(Stored items)
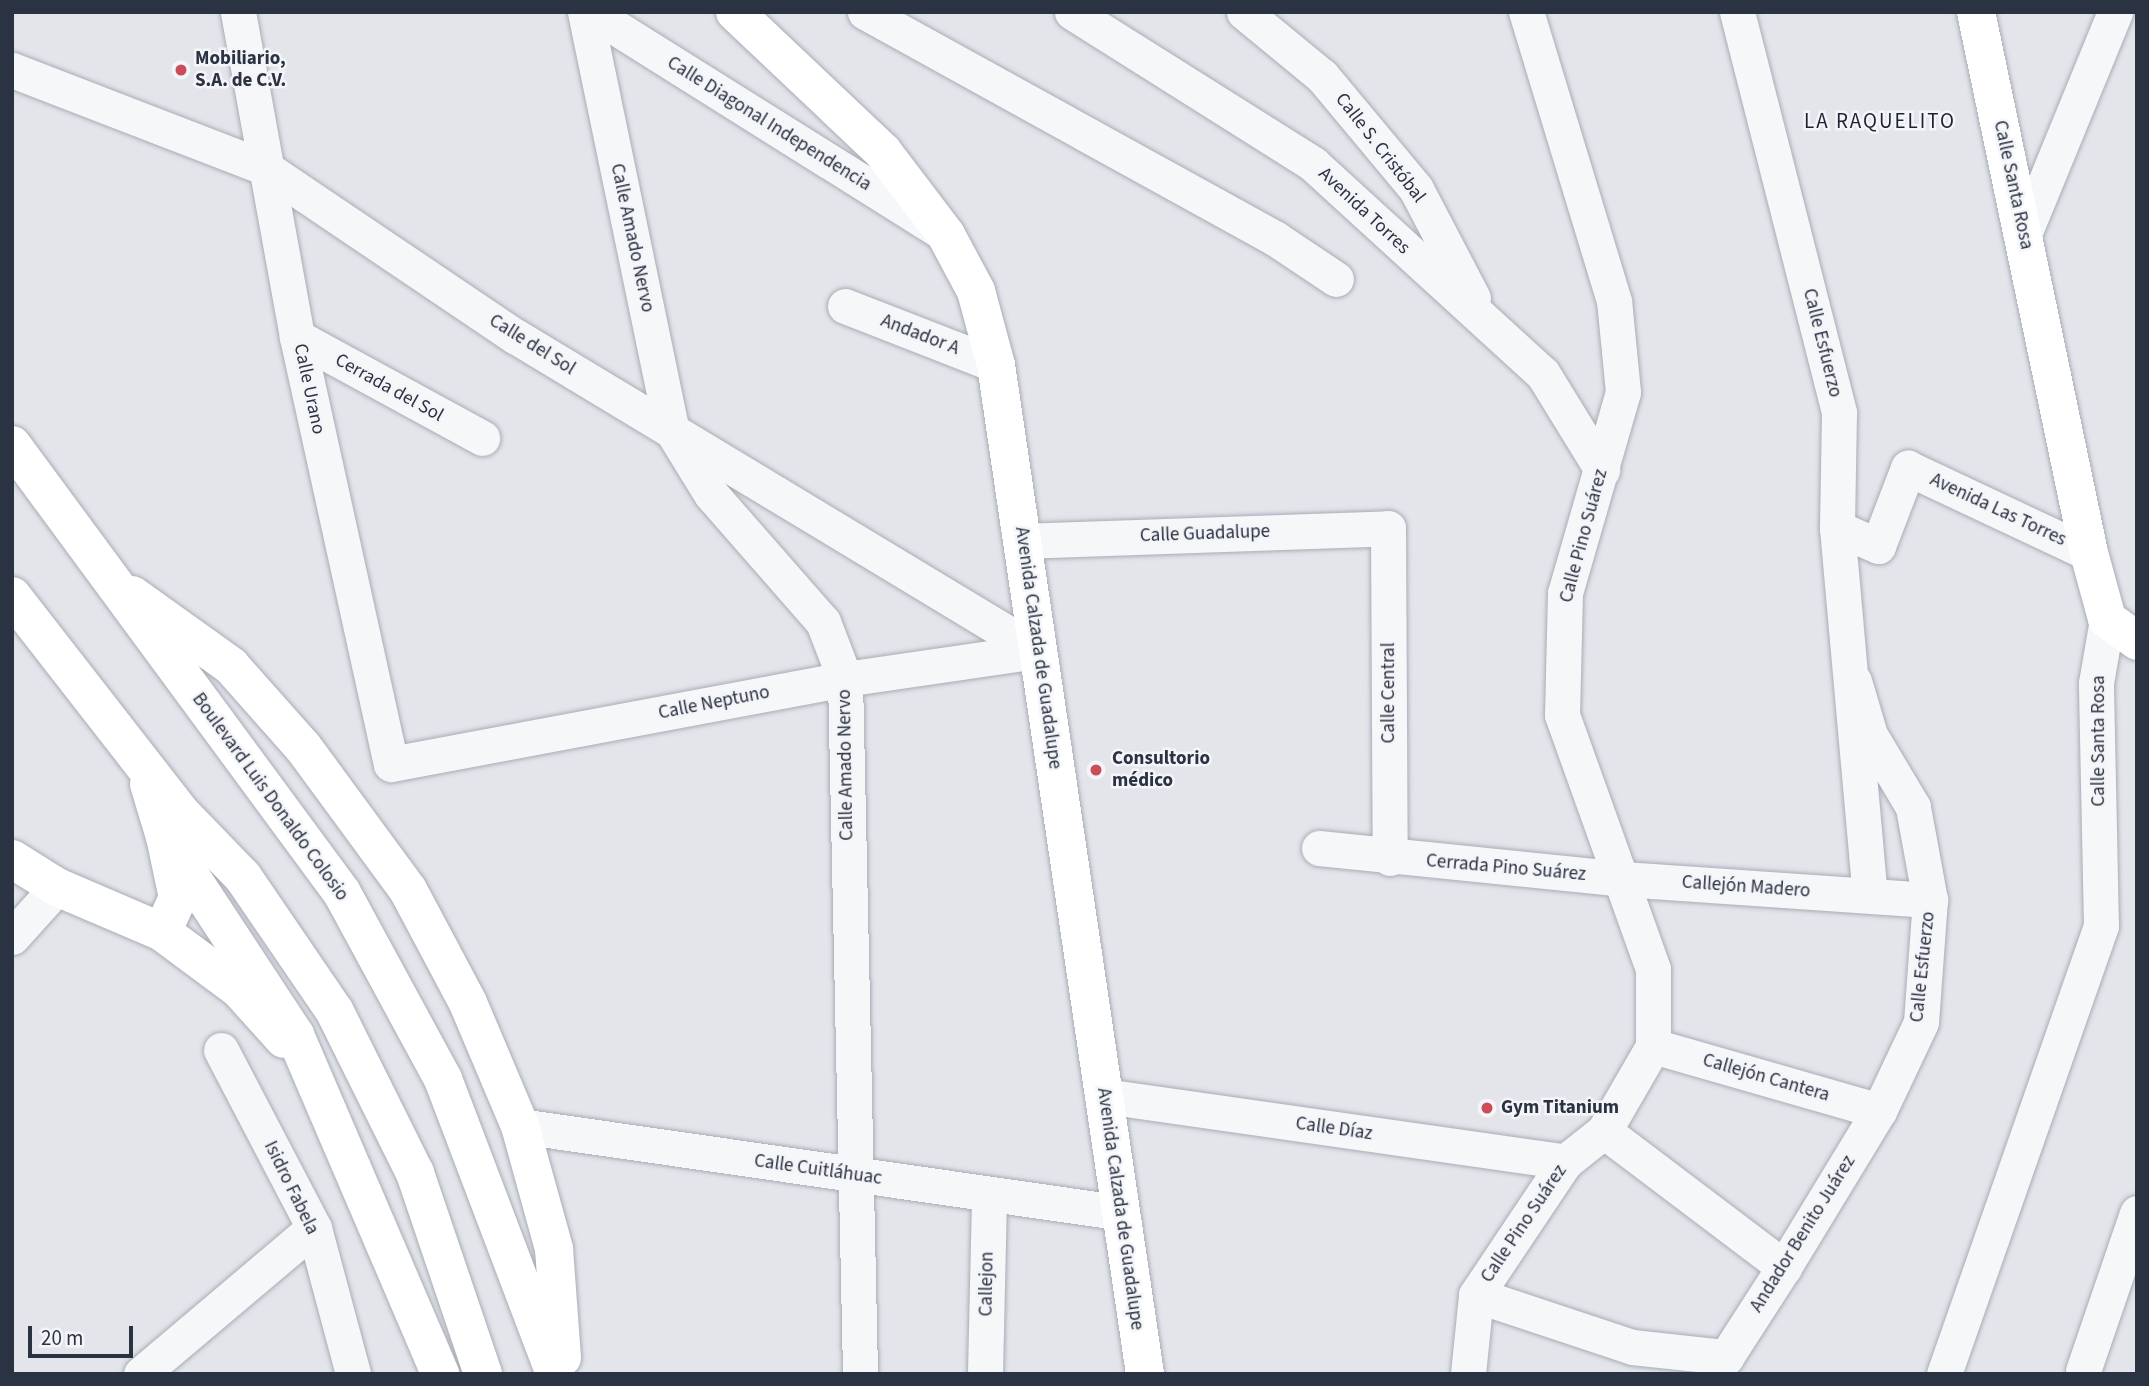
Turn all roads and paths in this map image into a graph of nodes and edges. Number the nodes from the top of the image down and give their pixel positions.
1 (238, 12) edge
2 (585, 12) edge
3 (591, 12) edge
4 (735, 12) edge
5 (865, 12) edge
6 (1072, 12) edge
7 (1244, 12) edge
8 (1737, 12) edge
9 (1976, 12) edge
10 (2115, 12) edge
11 (1526, 18) edge
12 (12, 70) edge
13 (264, 167) junction
14 (2024, 234) junction
15 (946, 235) junction
16 (1336, 279) dead end
17 (845, 306) dead end
18 (1480, 312) junction
19 (297, 337) junction
20 (996, 365) junction
21 (671, 429) junction
22 (482, 438) dead end
23 (12, 445) edge
24 (1602, 470) junction
25 (1388, 528) joint
26 (1837, 528) junction
27 (1023, 541) junction
28 (2089, 553) junction
29 (115, 584) junction
30 (12, 596) edge
31 (2122, 630) edge
32 (1037, 651) junction
33 (845, 679) junction
34 (1854, 681) junction
35 (391, 764) joint
36 (146, 768) junction
37 (165, 837) junction
38 (1318, 848) dead end
39 (1390, 858) junction
40 (12, 859) edge
41 (1622, 879) junction
42 (57, 887) junction
43 (1870, 896) junction
44 (1930, 900) junction
45 (162, 932) junction
46 (12, 937) edge
47 (1653, 1046) junction
48 (221, 1050) dead end
49 (304, 1061) junction
50 (1104, 1096) junction
51 (1879, 1111) junction
52 (520, 1126) junction
53 (1604, 1131) junction
54 (1565, 1162) junction
55 (854, 1175) junction
56 (989, 1195) junction
57 (1117, 1212) junction
58 (2137, 1213) edge
59 (314, 1228) junction
60 (1784, 1267) junction
61 (1476, 1295) junction
62 (2083, 1371) dead end
63 (141, 1374) edge
64 (354, 1374) edge
65 (440, 1374) edge
66 (483, 1374) edge
67 (555, 1374) edge
68 (563, 1374) edge
69 (860, 1374) edge
70 (985, 1374) edge
71 (1145, 1374) edge
72 (1468, 1374) edge
73 (1944, 1374) edge

1 - 13 street, Calle Urano
2 - 21 street, Calle Amado Nervo
3 - 15 street, Calle Diagonal Independencia
4 - 15 main road, Avenida Calzada de Guadalupe
5 - 16 street
6 - 18 street, Avenida Torres
7 - 18 street, Calle S. Cristóbal
8 - 26 street, Calle Esfuerzo
9 - 14 main road, Calle Santa Rosa
10 - 14 street
11 - 24 street, Calle Pino Suárez
12 - 13 street, Calle del Sol
13 - 19 street, Calle Urano
13 - 21 street, Calle del Sol
14 - 28 main road, Calle Santa Rosa
15 - 20 main road, Avenida Calzada de Guadalupe
17 - 20 street, Andador A
18 - 24 street, Avenida Torres
19 - 22 street, Cerrada del Sol
19 - 35 street, Calle Urano
20 - 27 main road, Avenida Calzada de Guadalupe
21 - 32 street, Calle del Sol
21 - 33 street, Calle Amado Nervo
23 - 29 main road, Boulevard Luis Donaldo Colosio
24 - 41 street, Calle Pino Suárez
25 - 27 street, Calle Guadalupe
25 - 39 street, Calle Central
26 - 28 street, Avenida Las Torres
26 - 34 street, Calle Esfuerzo
27 - 32 main road, Avenida Calzada de Guadalupe
28 - 31 main road, Calle Santa Rosa
29 - 52 main road
29 - 67 main road, Boulevard Luis Donaldo Colosio
30 - 36 main road
31 - 73 street, Calle Santa Rosa
32 - 33 street, Calle Neptuno
32 - 50 main road, Avenida Calzada de Guadalupe
33 - 35 street, Calle Neptuno
33 - 55 street, Calle Amado Nervo
34 - 43 street
34 - 44 street, Calle Esfuerzo
36 - 37 main road
36 - 66 main road
37 - 45 main road
37 - 49 main road
38 - 39 street, Cerrada Pino Suárez
39 - 41 street, Cerrada Pino Suárez
40 - 42 main road
41 - 43 street, Callejón Madero
41 - 47 street, Calle Pino Suárez
42 - 45 main road
42 - 46 street
43 - 44 street, Callejón Madero
44 - 51 street, Calle Esfuerzo
45 - 49 main road
47 - 51 street, Callejón Cantera
47 - 53 street, Calle Pino Suárez
48 - 59 street, Isidro Fabela
49 - 65 main road
50 - 54 street, Calle Díaz
50 - 57 main road, Avenida Calzada de Guadalupe
51 - 60 street, Andador Benito Juárez
52 - 55 street, Calle Cuitláhuac
52 - 68 main road
53 - 54 street, Calle Pino Suárez
53 - 60 street
54 - 61 street, Calle Pino Suárez
55 - 56 street, Calle Cuitláhuac
55 - 69 street, Calle Amado Nervo
56 - 57 street, Calle Cuitláhuac
56 - 70 street, Callejon
57 - 71 main road, Avenida Calzada de Guadalupe
58 - 62 street
59 - 63 street
59 - 64 street, Isidro Fabela
60 - 61 street, Andador Benito Juárez
61 - 72 street, Calle Pino Suárez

- [ASSIGNMENT]: Return every line from the entries above that includes the word "Calzada".

- [EXERCISE OUTPUT]:
4 - 15 main road, Avenida Calzada de Guadalupe
15 - 20 main road, Avenida Calzada de Guadalupe
20 - 27 main road, Avenida Calzada de Guadalupe
27 - 32 main road, Avenida Calzada de Guadalupe
32 - 50 main road, Avenida Calzada de Guadalupe
50 - 57 main road, Avenida Calzada de Guadalupe
57 - 71 main road, Avenida Calzada de Guadalupe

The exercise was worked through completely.